■ Task requirements
Word for word, restate the line containing "Digitize the connectivity" and all the lines that come after it in the entries below. Include nothing from before it.

■ Exercise data
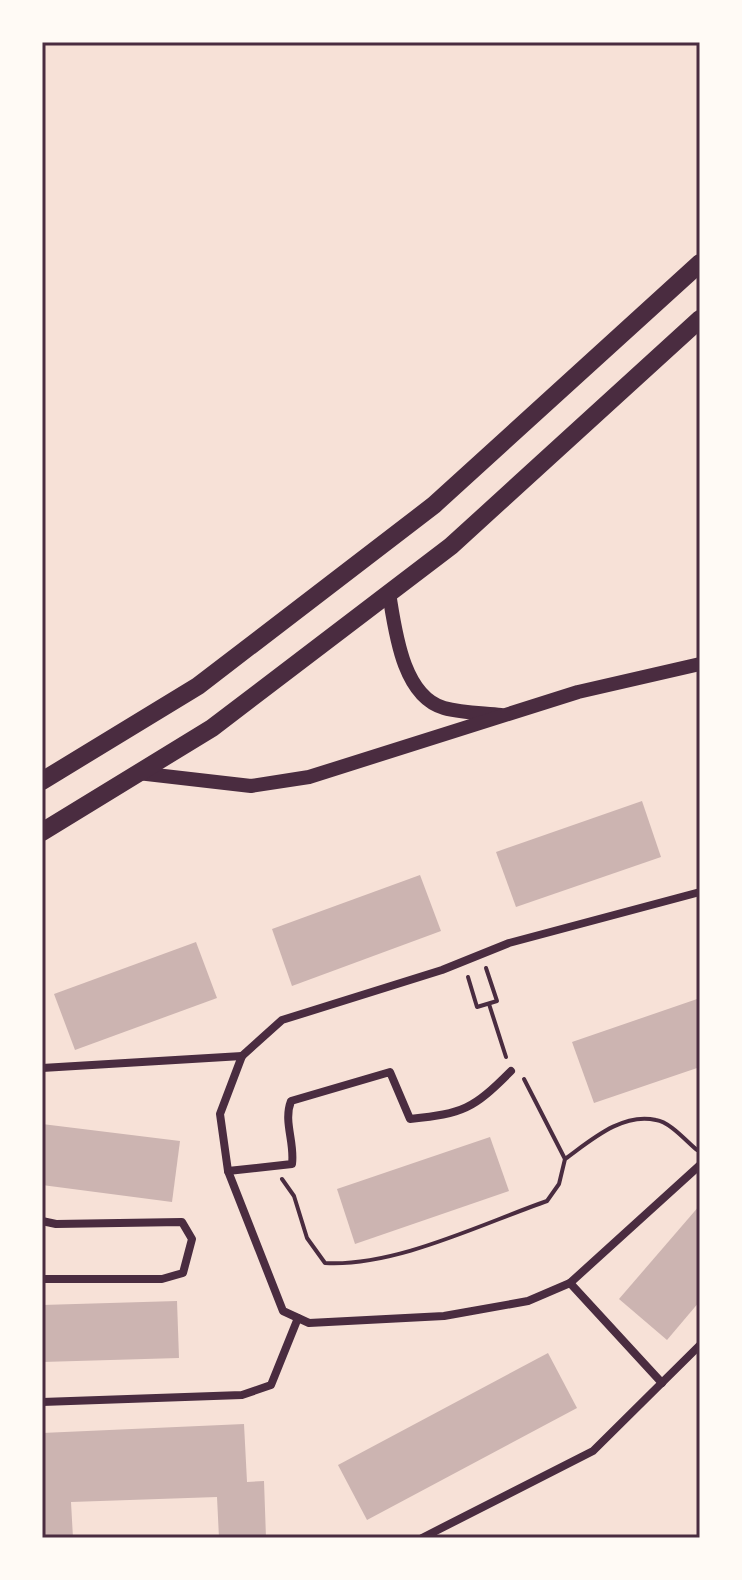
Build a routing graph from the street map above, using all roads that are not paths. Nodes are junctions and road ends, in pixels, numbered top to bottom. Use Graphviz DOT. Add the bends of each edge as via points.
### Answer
graph roads {
  1 [pos="700,263"];
  2 [pos="700,319"];
  3 [pos="389,593"];
  4 [pos="700,664"];
  5 [pos="506,716"];
  6 [pos="138,773"];
  7 [pos="42,781"];
  8 [pos="42,832"];
  9 [pos="700,892"];
  10 [pos="242,1056"];
  11 [pos="42,1068"];
  12 [pos="511,1071"];
  13 [pos="700,1165"];
  14 [pos="228,1171"];
  15 [pos="42,1221"];
  16 [pos="42,1279"];
  17 [pos="570,1283"];
  18 [pos="298,1318"];
  19 [pos="700,1345"];
  20 [pos="662,1383"];
  21 [pos="42,1402"];
  22 [pos="422,1538"];
  1 -- 7 [label="main road" via="434,505 198,686"];
  2 -- 3 [label="main road" via="451,546"];
  3 -- 5 [label="street" via="398,643 417,688 441,708"];
  3 -- 6 [label="main road" via="212,728"];
  4 -- 5 [label="street" via="578,692"];
  5 -- 6 [label="street" via="309,777 251,786"];
  6 -- 8 [label="main road"];
  9 -- 10 [label="street" via="509,943 282,1020"];
  10 -- 11 [label="street"];
  10 -- 14 [label="street" via="220,1114"];
  12 -- 14 [label="street" via="479,1103 447,1115 410,1119 390,1072 291,1101 286,1113 292,1164"];
  13 -- 17 [label="street"];
  14 -- 18 [label="street" via="283,1311"];
  15 -- 16 [label="street" via="182,1222 192,1239 183,1273 162,1279"];
  17 -- 18 [label="street" via="528,1301 444,1316 309,1323"];
  17 -- 20 [label="street"];
  18 -- 21 [label="street" via="271,1385 242,1395"];
  19 -- 20 [label="street"];
  20 -- 22 [label="street" via="593,1451"];
}
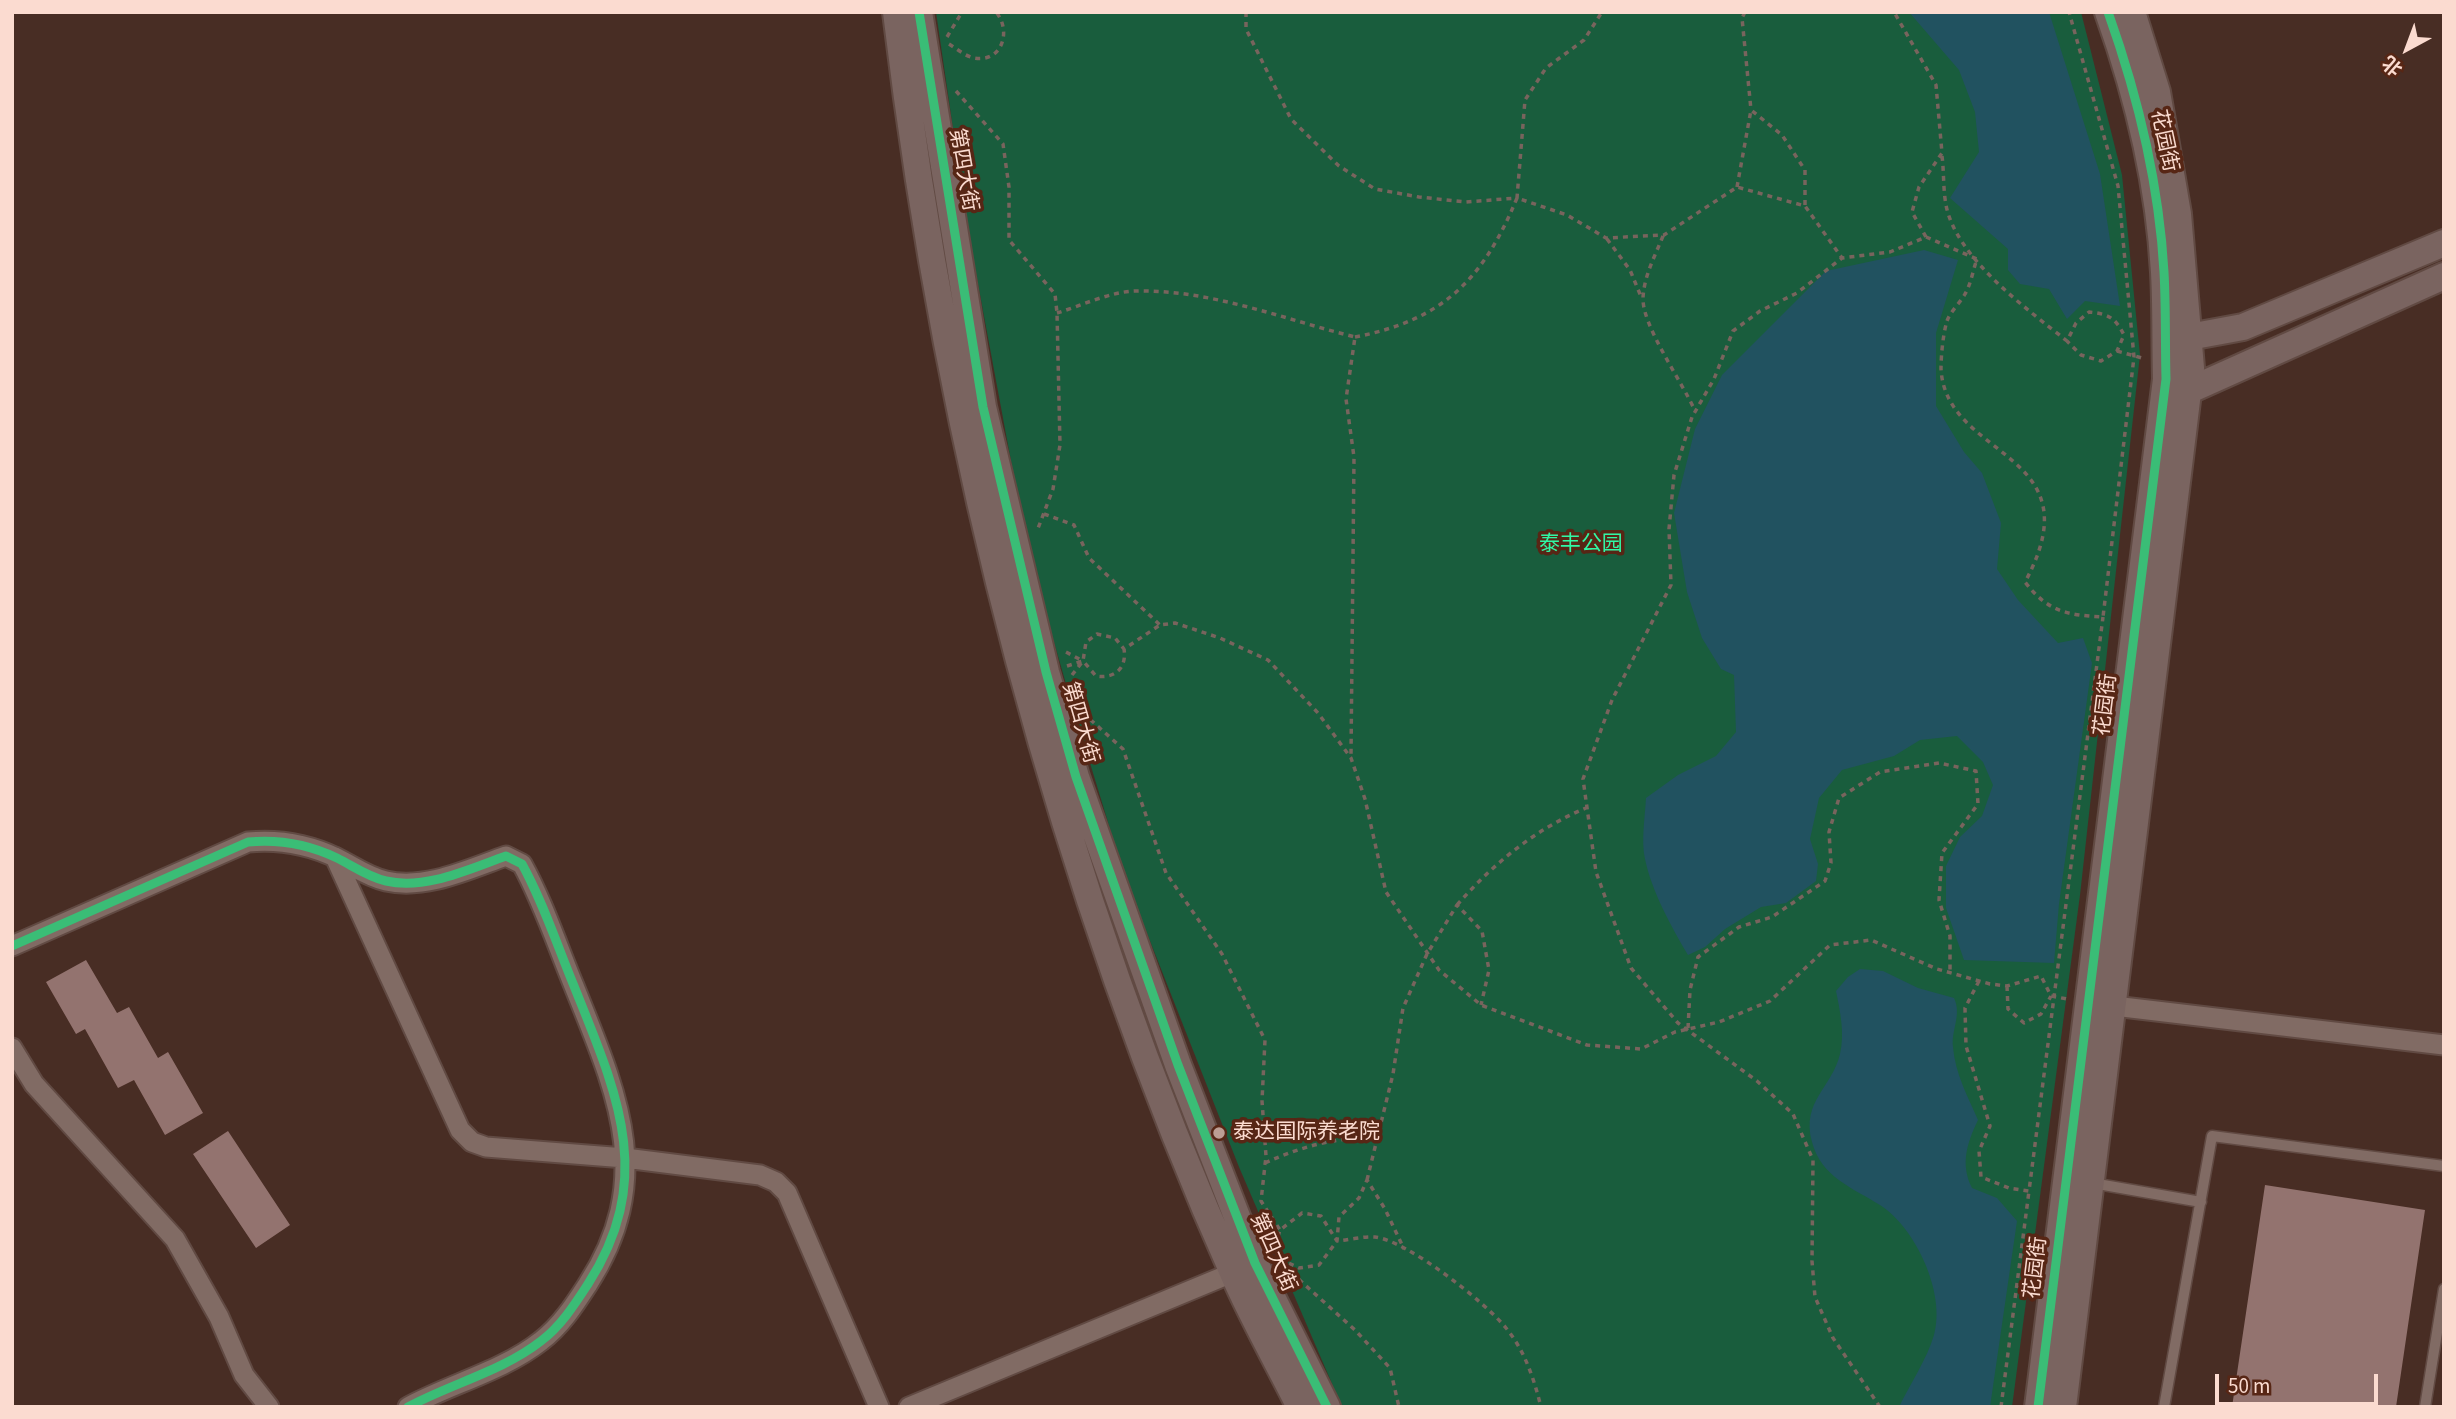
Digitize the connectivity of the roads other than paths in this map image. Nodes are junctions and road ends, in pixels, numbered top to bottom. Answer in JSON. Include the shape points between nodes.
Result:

■ Written answer
Digitize the connectivity of the roads other than paths in this map image. Nodes are junctions and road ends, in pixels, numbered top to bottom. Answer in JSON. Include the shape points between nodes.
Result:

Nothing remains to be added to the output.